Chapter 5: File System Automation — Batch File Processing Made Simple

File operations are the most frequent and practical domain in Python automation. Organizing your Downloads folder, batch-renaming photos, archiving reports by date, watching directories for new files — these time-consuming repetitive tasks can be fully automated in a few dozen lines of Python. This chapter starts with pathlib, Python's modern file handling library, then progresses through batch operations, content processing, directory monitoring, and compression, finishing with a complete enterprise document archiving system.

Deep Dive: pathlib — The Modern Way to Handle Paths

Python 3.4 introduced pathlib, providing an object-oriented interface for file system paths. Compared to the old os.path approach, pathlib is cleaner, more readable, and the recommended choice for all new Python code.

Path Object: Key Attributes and Methods

pathlib core reference

from pathlib import Path

p = Path("/home/user/documents/report_2024.pdf")

# ---- Path attributes ----
print(p.name)        # "report_2024.pdf"   full filename including extension
print(p.stem)        # "report_2024"       filename without extension
print(p.suffix)      # ".pdf"              extension (with dot)
print(p.suffixes)    # [".pdf"]            all extensions (e.g. [".tar", ".gz"])
print(p.parent)      # /home/user/documents
print(p.parents[1])  # /home/user          two levels up
print(p.parts)       # ('/', 'home', 'user', 'documents', 'report_2024.pdf')

# ---- Existence checks ----
print(p.exists())    # True / False
print(p.is_file())   # True
print(p.is_dir())    # False

# ---- File metadata ----
stat = p.stat()
print(stat.st_size)   # size in bytes
print(stat.st_mtime)  # last modified (Unix timestamp)

import datetime
mtime = datetime.datetime.fromtimestamp(stat.st_mtime)
print(mtime.strftime("%Y-%m-%d %H:%M"))

# ---- Path construction ----
# The / operator is cross-platform safe and highly readable
base = Path("/home/user")
reports_dir = base / "documents" / "reports"

# Equivalent to os.path.join but cleaner
import os
old_way = os.path.join("/home/user", "documents", "reports")

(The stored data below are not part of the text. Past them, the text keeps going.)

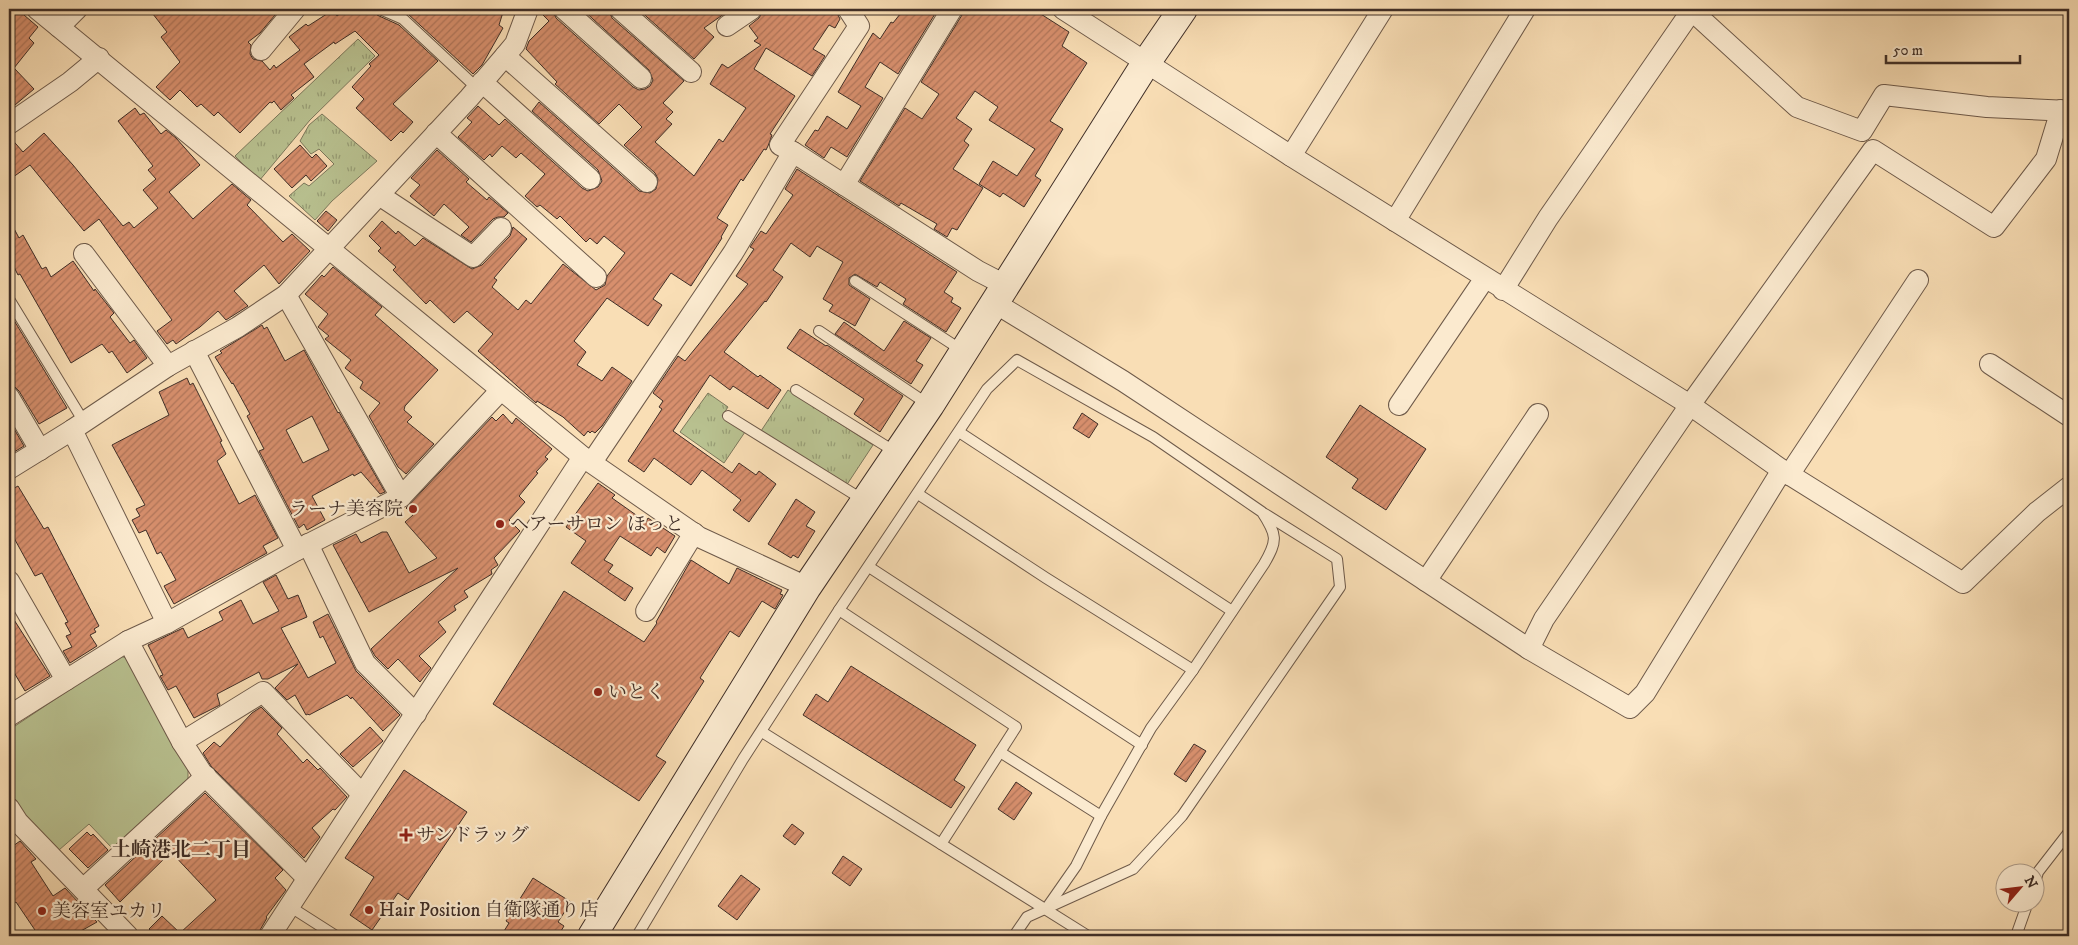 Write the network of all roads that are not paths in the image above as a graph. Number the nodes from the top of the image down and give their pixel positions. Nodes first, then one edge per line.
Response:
1 (37, 9) edge
2 (77, 9) edge
3 (295, 9) edge
4 (380, 9) edge
5 (528, 9) edge
6 (564, 9) edge
7 (620, 9) edge
8 (752, 9) edge
9 (848, 9) edge
10 (952, 9) edge
11 (1063, 9) edge
12 (1183, 9) edge
13 (1383, 9) edge
14 (1525, 9) edge
15 (1691, 9) edge
16 (59, 26) junction
17 (727, 26) dead end
18 (261, 50) dead end
19 (505, 56) junction
20 (99, 58) junction
21 (1146, 63) junction
22 (691, 72) dead end
23 (641, 78) dead end
24 (480, 85) junction
25 (2065, 110) edge
26 (9, 124) edge
27 (436, 133) junction
28 (793, 152) junction
29 (1291, 156) junction
30 (590, 179) dead end
31 (648, 182) dead end
32 (844, 185) junction
33 (379, 195) junction
34 (1395, 221) junction
35 (501, 228) dead end
36 (329, 250) junction
37 (84, 254) dead end
38 (596, 277) dead end
39 (1485, 278) junction
40 (1918, 280) dead end
41 (855, 281) dead end
42 (1503, 290) junction
43 (286, 295) junction
44 (1001, 295) junction
45 (9, 299) edge
46 (819, 331) dead end
47 (194, 351) junction
48 (964, 351) junction
49 (1990, 364) dead end
50 (168, 366) junction
51 (796, 390) dead end
52 (500, 391) junction
53 (9, 397) edge
54 (930, 405) junction
55 (1399, 405) dead end
56 (1690, 405) junction
57 (1538, 414) dead end
58 (728, 416) dead end
59 (2069, 416) edge
60 (78, 426) junction
61 (959, 432) junction
62 (40, 450) junction
63 (898, 454) junction
64 (588, 460) junction
65 (9, 469) edge
66 (1785, 473) junction
67 (2069, 487) edge
68 (918, 494) junction
69 (401, 497) junction
70 (866, 502) junction
71 (1262, 512) junction
72 (694, 533) junction
73 (303, 547) junction
74 (868, 567) junction
75 (9, 581) edge
76 (1426, 581) junction
77 (807, 587) junction
78 (839, 610) junction
79 (646, 611) dead end
80 (1232, 611) junction
81 (167, 624) junction
82 (128, 641) junction
83 (1529, 649) junction
84 (1193, 670) junction
85 (66, 680) junction
86 (416, 714) junction
87 (9, 716) edge
88 (762, 732) junction
89 (182, 742) junction
90 (1142, 745) junction
91 (1000, 752) junction
92 (206, 776) junction
93 (362, 794) junction
94 (1101, 816) junction
95 (12, 819) edge
96 (2069, 832) edge
97 (940, 844) junction
98 (2046, 862) edge
99 (307, 878) junction
100 (83, 889) junction
101 (289, 906) junction
102 (1046, 909) junction
103 (2024, 912) edge
104 (596, 935) edge
105 (128, 936) edge
106 (270, 936) edge
107 (336, 936) edge
108 (637, 936) edge
109 (1014, 936) edge
110 (1088, 936) edge
111 (2016, 936) edge

1 - 16 street
2 - 16 street
3 - 18 street
4 - 24 lane
5 - 19 street
6 - 23 street
7 - 22 street
8 - 17 street
9 - 28 street
10 - 32 street
11 - 21 street
12 - 21 street
13 - 29 street
14 - 34 street
15 - 25 street
15 - 42 street
16 - 20 street
19 - 24 street
19 - 31 street
20 - 26 street
20 - 36 street
21 - 29 street
21 - 44 street
24 - 27 street
24 - 30 street
25 - 56 street
27 - 33 street
27 - 38 street
28 - 32 street
28 - 64 street
29 - 34 street
32 - 44 street
33 - 35 street
33 - 36 street
34 - 39 street
36 - 43 street
36 - 52 street
37 - 50 street
39 - 42 street
39 - 55 street
40 - 66 street
41 - 48 lane
42 - 56 street
43 - 47 street
43 - 69 street
44 - 48 street
44 - 76 street
45 - 60 lane
46 - 54 lane
47 - 50 street
47 - 73 street
48 - 54 street
49 - 59 street
50 - 60 street
51 - 63 lane
52 - 64 street
52 - 69 street
53 - 62 street
54 - 63 street
56 - 66 street
56 - 83 street
57 - 76 street
58 - 70 lane
60 - 62 street
60 - 81 street
61 - 68 lane
61 - 71 lane
61 - 80 lane
62 - 65 street
63 - 70 street
64 - 72 street
64 - 86 street
66 - 67 street
66 - 83 street
68 - 74 lane
68 - 84 lane
69 - 73 street
70 - 77 street
71 - 80 lane
71 - 102 lane
72 - 77 street
72 - 79 street
73 - 81 street
73 - 86 street
74 - 78 lane
74 - 90 lane
75 - 85 street
76 - 83 street
77 - 104 street
78 - 88 lane
78 - 91 lane
80 - 84 lane
81 - 82 street
82 - 85 street
82 - 89 street
84 - 90 lane
85 - 87 street
86 - 93 street
88 - 97 lane
88 - 108 lane
89 - 92 street
89 - 93 street
90 - 94 lane
91 - 94 lane
91 - 97 lane
92 - 99 street
92 - 100 street
93 - 99 street
94 - 102 lane
95 - 100 street
96 - 98 lane
97 - 102 lane
99 - 101 street
100 - 105 street
101 - 106 street
101 - 107 lane
102 - 109 lane
102 - 110 lane
103 - 111 lane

Why the / operator matters: On Windows, pathlib automatically uses backslashes; on Linux/macOS it uses forward slashes. Your code runs correctly on all platforms without any changes — a key advantage over string-based os.path.join.

glob / rglob patterns

from pathlib import Path

folder = Path("/home/user/documents")

# glob: search current directory only
pdfs = list(folder.glob("*.pdf"))
reports = list(folder.glob("report_*.xlsx"))
all_files = [f for f in folder.glob("*") if f.is_file()]

# rglob: recursive search through all subdirectories
all_py = list(folder.rglob("*.py"))
temp_files = list(folder.rglob("temp_*"))

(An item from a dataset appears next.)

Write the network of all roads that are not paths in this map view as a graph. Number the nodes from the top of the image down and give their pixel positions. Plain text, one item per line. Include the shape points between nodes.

# Multiple extensions (Pythonic approach)
image_exts = {".jpg", ".jpeg", ".png", ".gif", ".webp"}
all_images = [f for f in folder.rglob("*") if f.suffix.lower() in image_exts]

# Sort by modification time (newest first)
sorted_files = sorted(folder.glob("*.xlsx"), key=lambda f: f.stat().st_mtime, reverse=True)

# Filter by size (files larger than 1MB)
large_files = [f for f in folder.rglob("*") if f.is_file() and f.stat().st_size > 1_048_576]

Basic Path Operations

Create, delete, move files and directories

from pathlib import Path
import shutil

p = Path("/tmp/test_dir")

# Create directory (parents=True creates intermediate dirs, exist_ok=True suppresses error if exists)
p.mkdir(parents=True, exist_ok=True)

# Write and read files
file = p / "hello.txt"
file.write_text("Hello, pathlib!", encoding="utf-8")
content = file.read_text(encoding="utf-8")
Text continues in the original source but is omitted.